◆ **Task statement**
Set down every record below exactly as it stands.

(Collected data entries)
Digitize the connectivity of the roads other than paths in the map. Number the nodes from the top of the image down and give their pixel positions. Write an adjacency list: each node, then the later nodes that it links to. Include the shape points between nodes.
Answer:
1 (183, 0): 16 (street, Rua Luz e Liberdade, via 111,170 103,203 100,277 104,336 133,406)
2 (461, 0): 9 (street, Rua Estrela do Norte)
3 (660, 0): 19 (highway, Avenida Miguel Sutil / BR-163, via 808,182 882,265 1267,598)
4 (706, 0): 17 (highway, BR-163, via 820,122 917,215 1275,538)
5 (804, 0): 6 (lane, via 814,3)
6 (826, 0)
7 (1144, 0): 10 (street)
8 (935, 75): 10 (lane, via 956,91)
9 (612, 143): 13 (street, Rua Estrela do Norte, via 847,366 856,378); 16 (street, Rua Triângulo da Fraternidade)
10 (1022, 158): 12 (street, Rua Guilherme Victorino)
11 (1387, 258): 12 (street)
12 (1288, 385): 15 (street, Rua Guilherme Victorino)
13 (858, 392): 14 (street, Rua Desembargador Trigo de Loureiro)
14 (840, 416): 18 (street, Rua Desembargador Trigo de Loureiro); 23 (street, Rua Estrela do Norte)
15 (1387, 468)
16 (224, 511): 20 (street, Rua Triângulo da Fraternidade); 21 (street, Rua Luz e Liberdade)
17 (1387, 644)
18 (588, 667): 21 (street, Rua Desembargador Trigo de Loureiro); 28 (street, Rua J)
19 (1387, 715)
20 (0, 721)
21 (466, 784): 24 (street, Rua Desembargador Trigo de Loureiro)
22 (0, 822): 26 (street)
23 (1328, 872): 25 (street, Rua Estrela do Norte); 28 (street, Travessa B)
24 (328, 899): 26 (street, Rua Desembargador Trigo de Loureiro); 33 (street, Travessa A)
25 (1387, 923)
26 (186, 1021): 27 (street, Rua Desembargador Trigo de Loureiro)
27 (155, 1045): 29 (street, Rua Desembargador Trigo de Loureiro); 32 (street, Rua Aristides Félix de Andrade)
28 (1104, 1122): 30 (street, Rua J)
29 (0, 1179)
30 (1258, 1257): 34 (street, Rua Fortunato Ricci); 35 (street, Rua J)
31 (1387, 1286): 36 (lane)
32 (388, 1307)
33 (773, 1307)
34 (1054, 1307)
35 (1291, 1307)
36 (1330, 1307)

◆ **Completed exercise**
Digitize the connectivity of the roads other than paths in the map. Number the nodes from the top of the image down and give their pixel positions. Write an adjacency list: each node, then the later nodes that it links to. Include the shape points between nodes.
Answer:
1 (183, 0): 16 (street, Rua Luz e Liberdade, via 111,170 103,203 100,277 104,336 133,406)
2 (461, 0): 9 (street, Rua Estrela do Norte)
3 (660, 0): 19 (highway, Avenida Miguel Sutil / BR-163, via 808,182 882,265 1267,598)
4 (706, 0): 17 (highway, BR-163, via 820,122 917,215 1275,538)
5 (804, 0): 6 (lane, via 814,3)
6 (826, 0)
7 (1144, 0): 10 (street)
8 (935, 75): 10 (lane, via 956,91)
9 (612, 143): 13 (street, Rua Estrela do Norte, via 847,366 856,378); 16 (street, Rua Triângulo da Fraternidade)
10 (1022, 158): 12 (street, Rua Guilherme Victorino)
11 (1387, 258): 12 (street)
12 (1288, 385): 15 (street, Rua Guilherme Victorino)
13 (858, 392): 14 (street, Rua Desembargador Trigo de Loureiro)
14 (840, 416): 18 (street, Rua Desembargador Trigo de Loureiro); 23 (street, Rua Estrela do Norte)
15 (1387, 468)
16 (224, 511): 20 (street, Rua Triângulo da Fraternidade); 21 (street, Rua Luz e Liberdade)
17 (1387, 644)
18 (588, 667): 21 (street, Rua Desembargador Trigo de Loureiro); 28 (street, Rua J)
19 (1387, 715)
20 (0, 721)
21 (466, 784): 24 (street, Rua Desembargador Trigo de Loureiro)
22 (0, 822): 26 (street)
23 (1328, 872): 25 (street, Rua Estrela do Norte); 28 (street, Travessa B)
24 (328, 899): 26 (street, Rua Desembargador Trigo de Loureiro); 33 (street, Travessa A)
25 (1387, 923)
26 (186, 1021): 27 (street, Rua Desembargador Trigo de Loureiro)
27 (155, 1045): 29 (street, Rua Desembargador Trigo de Loureiro); 32 (street, Rua Aristides Félix de Andrade)
28 (1104, 1122): 30 (street, Rua J)
29 (0, 1179)
30 (1258, 1257): 34 (street, Rua Fortunato Ricci); 35 (street, Rua J)
31 (1387, 1286): 36 (lane)
32 (388, 1307)
33 (773, 1307)
34 (1054, 1307)
35 (1291, 1307)
36 (1330, 1307)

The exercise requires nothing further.